Patent trolls have been in the news - and in the courtroom - an unprecedented amount as of late. Yesterday was no different, with two court cases casting distinct shadows over the future of patent trolling.
In New York, Attorney General Eric T. Schneiderman reached a civil settlement with notorious Delaware patent firm MPHJ Technology Investments LLC, blocking it from using deceptive tactics to target New York businesses.
MPHJ, which owns patents relating to the process of scanning and emailing documents, sent more than 1,000 letters to small and medium-sized New York businesses threatening litigation, Schneiderman's office told The Wall Street Journal. This is not MPHJ's first time in court. Back in May, it became the first-ever defendant of a government lawsuit against a patent troll, when Vermont Attorney General William Sorrell sued the non-practicing entity for engaging in "unfair and deceptive acts by sending a series of letters to small business owners and nonprofits in Vermont."
The civil settlement bars MPHJ from making a range of patent demands. While the settlement is specific to MPHJ, the agreement's terms could also be applied to other trolls operating in the state.
Schneiderman's successful settlement comes on the heels of a flurry of recent legislation aimed at curtailing patent trolls, culminating in the Innovation Act (passed last month in the House of Representatives, currently awaiting a hearing by the Senate) that would require non-practicing entities to disclose more information in patent cases and shift legal costs to the losing party, with the aim of handicapping hyper-litigious patent lawyers.
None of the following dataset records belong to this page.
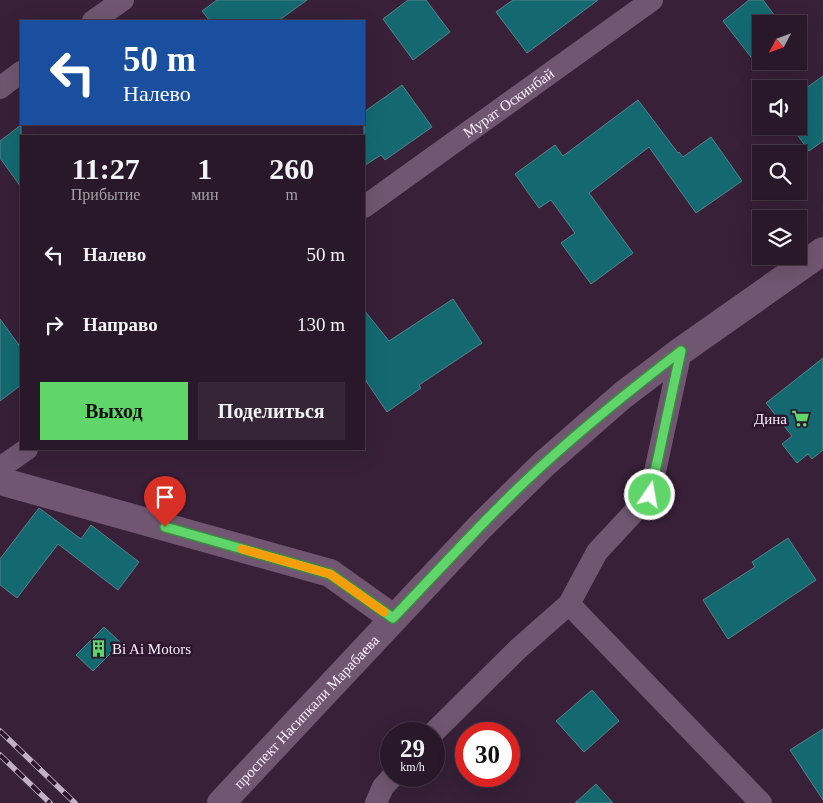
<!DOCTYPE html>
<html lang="ru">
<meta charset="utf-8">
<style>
body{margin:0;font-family:"Times New Roman",serif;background:#352536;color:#f1f3f6;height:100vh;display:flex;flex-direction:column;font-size:19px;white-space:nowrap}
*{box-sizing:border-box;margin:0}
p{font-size:16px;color:#a5a0a8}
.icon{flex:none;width:28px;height:28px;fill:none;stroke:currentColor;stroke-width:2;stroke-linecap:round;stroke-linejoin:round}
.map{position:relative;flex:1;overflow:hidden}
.drawer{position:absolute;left:20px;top:135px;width:345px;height:315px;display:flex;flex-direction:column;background:#29182a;border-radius:0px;box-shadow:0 5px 20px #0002,0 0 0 1px #453747}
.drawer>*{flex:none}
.hud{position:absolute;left:20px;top:20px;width:345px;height:105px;border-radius:0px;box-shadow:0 5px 20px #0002,0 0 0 1px #453747;background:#1a4fa0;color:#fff;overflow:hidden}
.needle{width:32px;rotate:229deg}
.controls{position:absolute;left:752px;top:15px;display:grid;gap:10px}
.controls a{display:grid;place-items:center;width:55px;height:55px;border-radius:0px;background:#29182a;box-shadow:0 5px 20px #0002,0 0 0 1px #453747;font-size:25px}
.speed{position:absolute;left:380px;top:722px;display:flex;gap:10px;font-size:25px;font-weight:700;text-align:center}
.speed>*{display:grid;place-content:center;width:65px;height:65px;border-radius:50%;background:#29182a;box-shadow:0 5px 20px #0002,0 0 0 1px #453747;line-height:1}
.speed small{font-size:12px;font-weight:400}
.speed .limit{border:8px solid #d22;background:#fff;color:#111}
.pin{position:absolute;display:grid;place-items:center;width:42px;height:42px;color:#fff;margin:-51px -21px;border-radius:50% 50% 50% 0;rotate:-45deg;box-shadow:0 0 5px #0007}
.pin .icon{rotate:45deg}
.me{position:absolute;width:55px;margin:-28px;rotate:12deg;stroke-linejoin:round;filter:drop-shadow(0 0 4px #0008)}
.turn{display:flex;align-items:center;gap:18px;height:105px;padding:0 20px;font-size:22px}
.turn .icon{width:65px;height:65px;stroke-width:2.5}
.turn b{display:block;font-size:35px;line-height:42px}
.eta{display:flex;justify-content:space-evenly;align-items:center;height:85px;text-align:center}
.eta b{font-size:30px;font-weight:700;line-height:35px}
.cta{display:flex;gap:10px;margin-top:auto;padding:10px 20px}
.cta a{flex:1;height:58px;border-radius:0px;background:#60d56a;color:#111;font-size:20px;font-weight:700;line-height:58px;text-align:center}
.cta a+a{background:#352536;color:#f1f3f6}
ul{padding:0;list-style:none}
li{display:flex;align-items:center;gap:15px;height:70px;padding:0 20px}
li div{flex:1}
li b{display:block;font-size:19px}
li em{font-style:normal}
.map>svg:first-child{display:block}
.building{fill:#146971;stroke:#54848a}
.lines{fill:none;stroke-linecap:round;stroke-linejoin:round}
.street{stroke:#705670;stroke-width:22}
.secondary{stroke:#705670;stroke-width:28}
.rail-casing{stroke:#c2b0c3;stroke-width:5.5}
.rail{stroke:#2d172e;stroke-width:4;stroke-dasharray:11;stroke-linecap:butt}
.route-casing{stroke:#3e8a45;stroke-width:12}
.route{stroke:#60d56a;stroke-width:9}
.slow{stroke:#f59e0b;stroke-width:9}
.labels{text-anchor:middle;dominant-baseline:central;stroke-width:5;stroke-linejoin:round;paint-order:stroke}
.street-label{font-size:15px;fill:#feefff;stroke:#2d172e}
.poi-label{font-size:15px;fill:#feefff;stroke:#2d172e;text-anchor:end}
</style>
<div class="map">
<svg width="823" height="803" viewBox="0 0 823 803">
<rect width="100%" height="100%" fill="#372038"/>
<!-- building -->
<g class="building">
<path d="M217,0h90l-29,21h-68l-8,-10z"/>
<path d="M408,0h18l24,32 -37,28 -30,-41z"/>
<path d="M513,0h85l-71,53 -31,-41z"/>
<path d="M749,0h14l18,24h-20v46l-38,-49z"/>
<path d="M823,76v65l-14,10 -18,-25h8v-33z"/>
<path d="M402,85l30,42 -47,33 -4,-5 -17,11v-54z"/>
<path d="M638,100l40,53 1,-1 4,5 28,-20 31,44 -46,32 -47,-66 -60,46 44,60 -42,31 -30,-41 14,-10 -24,-33 -12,8 -24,-34 40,-29 8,11z"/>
<path d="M21,125v62l-21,-29v-17z"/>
<path d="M453,299l29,44 -63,42 2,3 -34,24 -23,-34v-68l25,31z"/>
<path d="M0,319l21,29v37l-21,16z"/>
<path d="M823,358v92l-11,9 -4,-5 -11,9 -15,-19 10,-8 -26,-33z"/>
<path d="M39,508l42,31 10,-14 48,37 -21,28 -60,-46 -41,54 -17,-13v-26z"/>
<path d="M788,538l28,42 -88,59 -25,-39 52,-33 -3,-5z"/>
<path d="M104,627l17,16 -28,28 -17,-16z"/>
<path d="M592,690l27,31 -35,31 -28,-31z"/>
<path d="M823,729v71l-33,-50z"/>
<path d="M596,784l17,19h-38z"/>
</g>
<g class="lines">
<!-- street -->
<g class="street">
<path d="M93,21l30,-21"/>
<path d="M0,88l21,-16"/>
<path id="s1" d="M364,207l288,-207"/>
<path d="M681,351l-31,144 -53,57 -28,52 192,199"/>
<path d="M0,468l27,-19"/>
<path d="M432,734l86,-85 51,-45"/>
<path d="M376,803l7,-16 10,-11"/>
</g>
<!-- secondary -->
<g class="secondary">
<path d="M0,481l330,92 63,45"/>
<path id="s2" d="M221,803l259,-276 64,-63 79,-69 58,-44 142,-100"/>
</g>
<defs>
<g id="rail">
<path d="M0,731l75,72"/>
<path d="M0,755l50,48"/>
</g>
</defs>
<!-- rail casing -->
<use href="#rail" class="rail-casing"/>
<!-- rail -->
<use href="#rail" class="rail"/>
</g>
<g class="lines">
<defs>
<path id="route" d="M165,527l165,47 63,44c50,-52 99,-107 152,-155 44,-40 89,-76 136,-112l-31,144"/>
</defs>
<!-- route casing -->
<use href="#route" class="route-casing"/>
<!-- route -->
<use href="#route" class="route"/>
<!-- slow -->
<path class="slow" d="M242,549l88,25 54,38"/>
</g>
<!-- icons -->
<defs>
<symbol id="supermarket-bare" viewBox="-9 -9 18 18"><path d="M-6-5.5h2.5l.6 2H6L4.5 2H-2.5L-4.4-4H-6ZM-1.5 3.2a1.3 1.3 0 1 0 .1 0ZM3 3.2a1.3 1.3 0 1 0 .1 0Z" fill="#60d56a" stroke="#2d172e" stroke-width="2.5" paint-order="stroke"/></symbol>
<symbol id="building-bare" viewBox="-9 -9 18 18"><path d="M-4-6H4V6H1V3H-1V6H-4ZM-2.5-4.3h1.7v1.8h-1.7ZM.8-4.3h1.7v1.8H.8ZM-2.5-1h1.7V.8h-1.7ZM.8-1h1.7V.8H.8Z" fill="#60d56a" stroke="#2d172e" stroke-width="2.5" paint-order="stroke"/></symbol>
</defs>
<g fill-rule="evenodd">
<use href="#supermarket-bare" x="788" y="406" width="25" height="25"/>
<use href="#building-bare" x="86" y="636" width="25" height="25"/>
</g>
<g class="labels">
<!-- street labels -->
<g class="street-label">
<text stroke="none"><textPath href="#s1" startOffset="178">Мурат Оскинбай</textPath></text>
<text stroke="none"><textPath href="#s2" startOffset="125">проспект Насипкали Марабаева</textPath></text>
</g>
<!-- poi labels -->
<g class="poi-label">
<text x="787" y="419">Дина</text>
<text x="112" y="649" text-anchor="start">Bi Ai Motors</text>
</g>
</g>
</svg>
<div class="controls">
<a><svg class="needle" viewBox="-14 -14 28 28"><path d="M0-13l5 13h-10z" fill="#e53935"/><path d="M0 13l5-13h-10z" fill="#a5a0a8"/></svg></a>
<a><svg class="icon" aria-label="sound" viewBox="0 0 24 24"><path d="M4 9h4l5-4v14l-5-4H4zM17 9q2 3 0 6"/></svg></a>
<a><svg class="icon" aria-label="search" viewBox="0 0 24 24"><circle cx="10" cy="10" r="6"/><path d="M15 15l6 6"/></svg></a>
<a><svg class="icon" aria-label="layers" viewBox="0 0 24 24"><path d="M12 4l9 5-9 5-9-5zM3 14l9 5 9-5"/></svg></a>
</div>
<div class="speed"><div>29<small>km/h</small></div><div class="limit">30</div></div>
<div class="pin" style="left:165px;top:527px;background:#d93025"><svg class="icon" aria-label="arrive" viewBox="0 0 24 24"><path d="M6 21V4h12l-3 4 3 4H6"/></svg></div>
<svg class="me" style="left:650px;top:495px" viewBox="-20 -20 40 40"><circle r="17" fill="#60d56a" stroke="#fff" stroke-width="3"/><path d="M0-11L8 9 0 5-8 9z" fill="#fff"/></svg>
<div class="hud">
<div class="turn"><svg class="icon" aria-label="left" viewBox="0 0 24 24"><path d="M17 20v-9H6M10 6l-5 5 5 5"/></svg><div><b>50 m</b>Налево</div></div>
</div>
<section class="drawer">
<div class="eta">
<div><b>11:27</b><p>Прибытие</p></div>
<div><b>1</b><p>мин</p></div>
<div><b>260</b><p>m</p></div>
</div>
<ul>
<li><svg class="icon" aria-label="left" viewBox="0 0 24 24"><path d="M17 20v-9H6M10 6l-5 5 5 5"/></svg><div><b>Налево</b></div><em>50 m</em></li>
<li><svg class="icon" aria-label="right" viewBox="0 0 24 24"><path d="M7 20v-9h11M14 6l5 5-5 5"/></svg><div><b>Направо</b></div><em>130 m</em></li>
</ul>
<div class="cta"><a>Выход</a><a>Поделиться</a></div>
</section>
</div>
And over in Washington, D.C. the Supreme Court refused to hear an appeal from another alleged patent troll, Soverain Software, of a lower court ruling that its technology was too general to qualify for patent protection.
Both of these cases will hopefully curb patent trolls from being excessively litigious.
For those that don't know, patent trolls, or non-practicing entities, are in the business of accumulating patents they have no intention of using. Either they scoop up rights to a large number of soon-to-expire patents or they develop broadly-worded patents. Their only source of revenue often comes from collecting licensing fees from accused infringers, typically small or medium-sized business that lack the financial resources to fight back in court.
Originally patent laws were written to protect inventors. During the tech explosion in the late '90s, however, while some inventors placed specific parameters on patents, others created ones that were very broad and often extremely nebulous. For instance, the United States Patent and Trademark office has awarded a patent that covers the "interactive web." These fuzzy patents have proved staggeringly costly, with much of the weight falling on small businesses.
According to a 2012 research paper in the Cornell Law Review, patent trolls cost small companies about $11 billion in 2011.